Die Beherrschung durch den Imperialismus, die Fortschritte in der Konzentration und Zentralisation der Produktion und des Kapitals, die Verfolgung einer neoliberalen Politik und die Stärkung des Finanzsektors haben den Graben zwischen großen Teilen der Gesellschaft und einer kleinen Gruppe großer Kapitalisten immer breiter werden lassen. Es ist genau diese Gruppe, die am meisten für die Rückständigkeit, das Elend und die Gewalt verantwortlich ist, worunter die Mehrheit der Kolumbianer leidet.

Welche Veränderungen fordert eure Partei in Kolumbien?
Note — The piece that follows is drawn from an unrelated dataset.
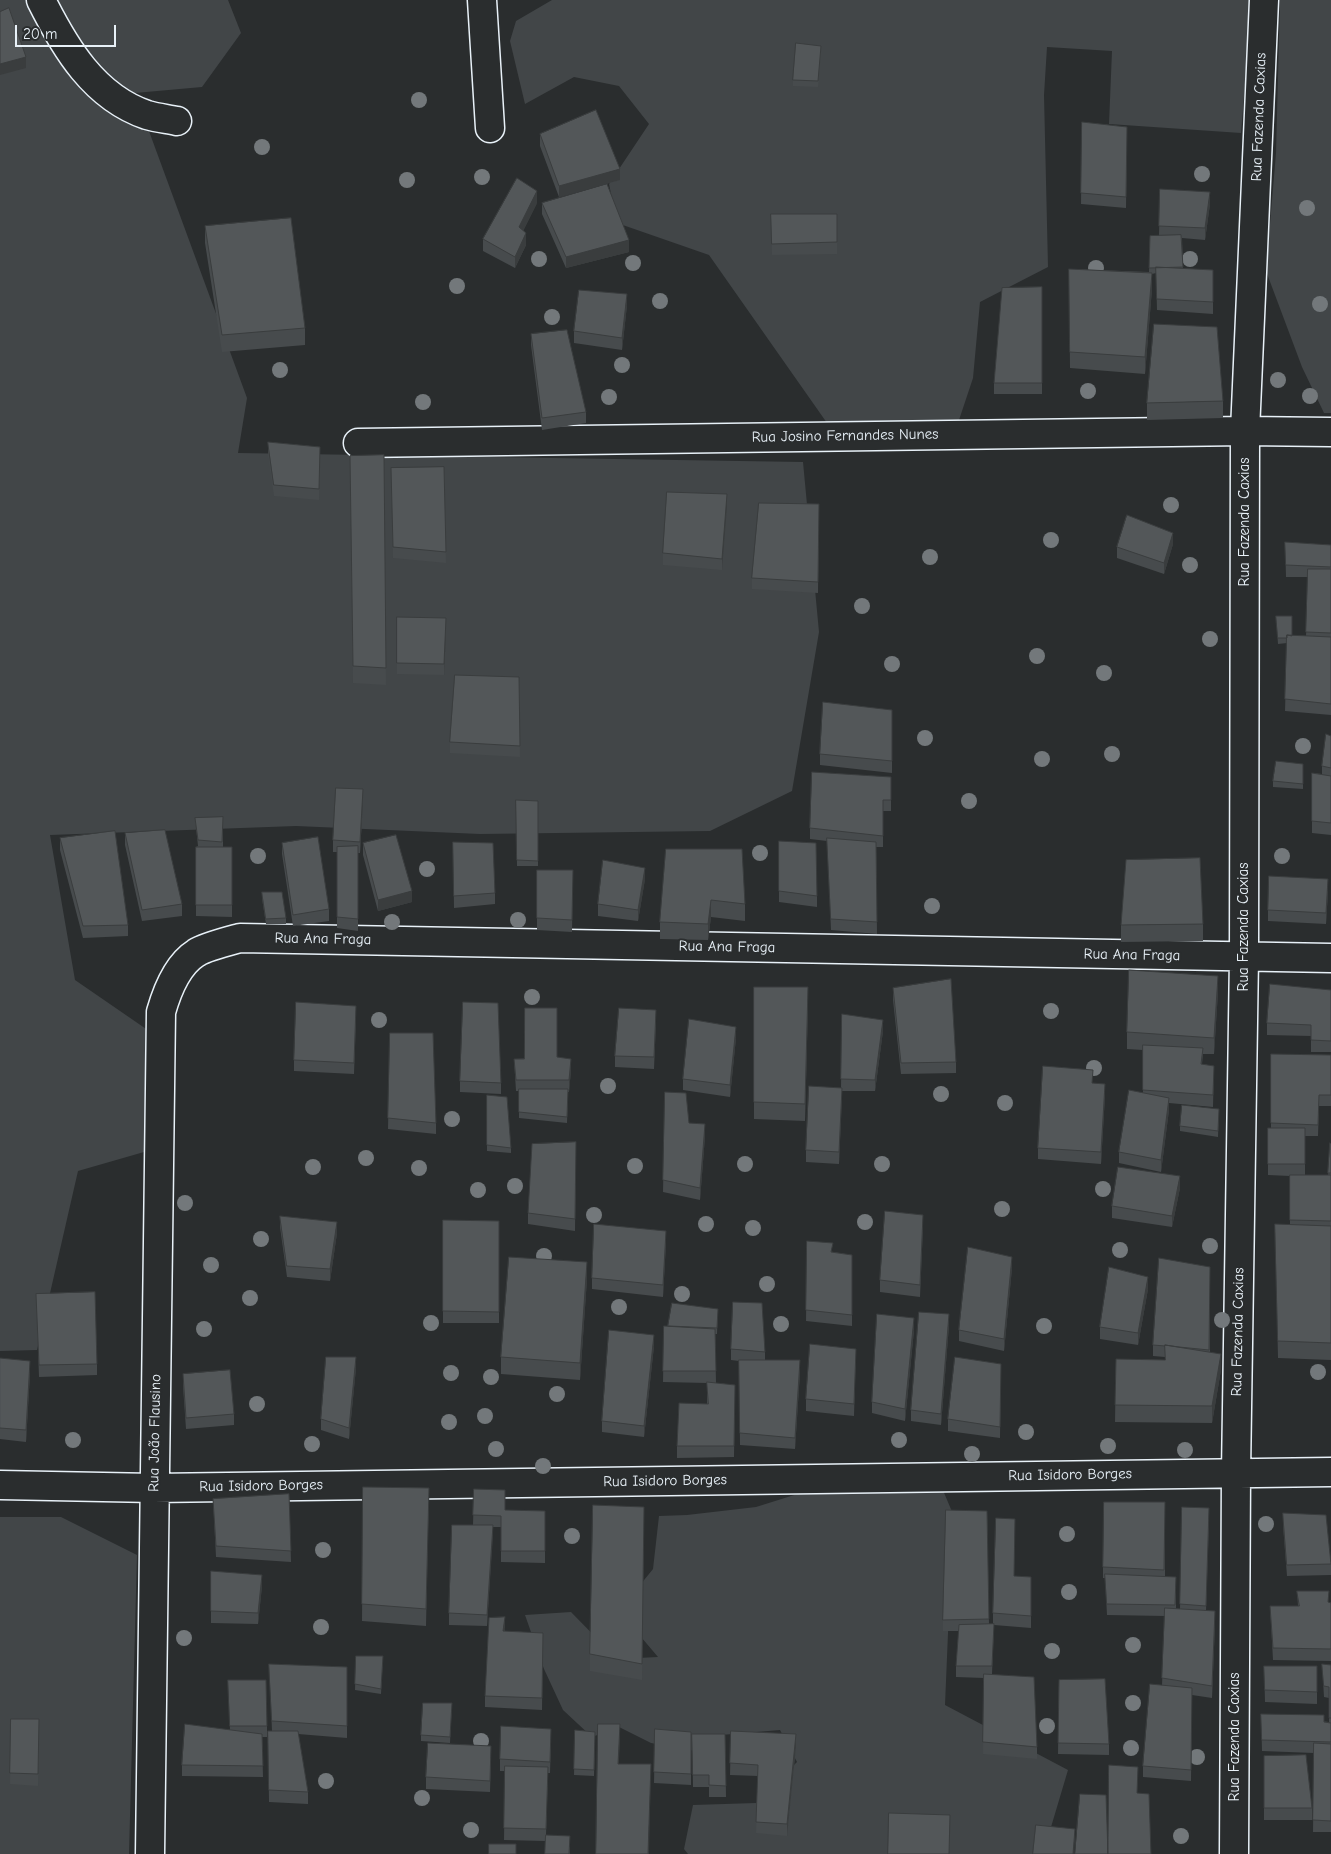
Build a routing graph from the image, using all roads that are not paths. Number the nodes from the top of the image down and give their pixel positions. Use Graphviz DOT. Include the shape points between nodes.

Strategisches Ziel der Kommunistischen Partei Kolumbiens (Marxisten-Leninisten) ist die Verwirklichung einer demokratischen, antiimperialistischen Revolution, die sich auf den Sozialismus orientiert. Der Aufbau des Sozialismus wird als komplexe und langandauernde Aufgabe verstanden, die logischerweise grundlegende Veränderungen im politischen Bewußtsein, in der Beziehung der Kräfte, die sich einander gegenüber stehen, erfordert. Es ist auch nötig, dass größere Erfahrungen in den Klassenauseinandersetzungen gesammelt werden. Es ist notwendig, die Hindernisse zu beseitigen, die dem gesellschaftlichen Fortschritt, der Ausübung einer wirklichen Demokratie und der Verbesserung der Lebensbedingungen der bis jetzt ausgeschlossenen Mehrheit entgegenstehen.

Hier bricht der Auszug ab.